Однажды в дверях палаты останавливается выздоравливающий и, прислонившись к косяку, читает письмо. Кто-то упорный не оставляет надежды найти своего. Прислушиваюсь: «Кто знает моего сына Федю…»

Я! Я знал сына Федю! Не подвел солдат. Нашли меня старики. Отец ходил на Дон рыбачить, мать жарила невесть на каком жиру и приносила в госпиталь.

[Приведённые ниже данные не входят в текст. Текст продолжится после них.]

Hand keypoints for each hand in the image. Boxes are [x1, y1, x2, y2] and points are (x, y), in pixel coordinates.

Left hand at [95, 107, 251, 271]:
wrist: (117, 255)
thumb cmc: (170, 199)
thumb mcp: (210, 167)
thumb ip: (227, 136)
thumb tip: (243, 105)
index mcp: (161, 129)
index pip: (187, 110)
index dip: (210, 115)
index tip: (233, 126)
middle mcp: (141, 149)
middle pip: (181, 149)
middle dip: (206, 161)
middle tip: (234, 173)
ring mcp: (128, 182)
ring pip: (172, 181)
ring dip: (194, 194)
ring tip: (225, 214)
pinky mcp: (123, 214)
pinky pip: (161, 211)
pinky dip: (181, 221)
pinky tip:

Выписавшись, по стенам да по заборам, на негнущихся ногах, доковылял до Шевченков, несколько после-госпитальных отпускных дней жил у них. Как сын.

Лошади

Что ни говори, а основную тягловую нагрузку, особенно в первые военные годы, вынесли на себе лошади. О лошадях написано мало и как-то вскользь. Кавалеристов почти не осталось, да и те стесняются напоминать о себе. Лошадь умнее собаки и не менее предана. Многие держали бы лошадей и ныне, да негде, и не дешевле станет автомобиля. Американцы, говорят, вывели породу комнатных лошадей, маленьких, чуть побольше собаки, но ведь это игрушка, а не лошадь.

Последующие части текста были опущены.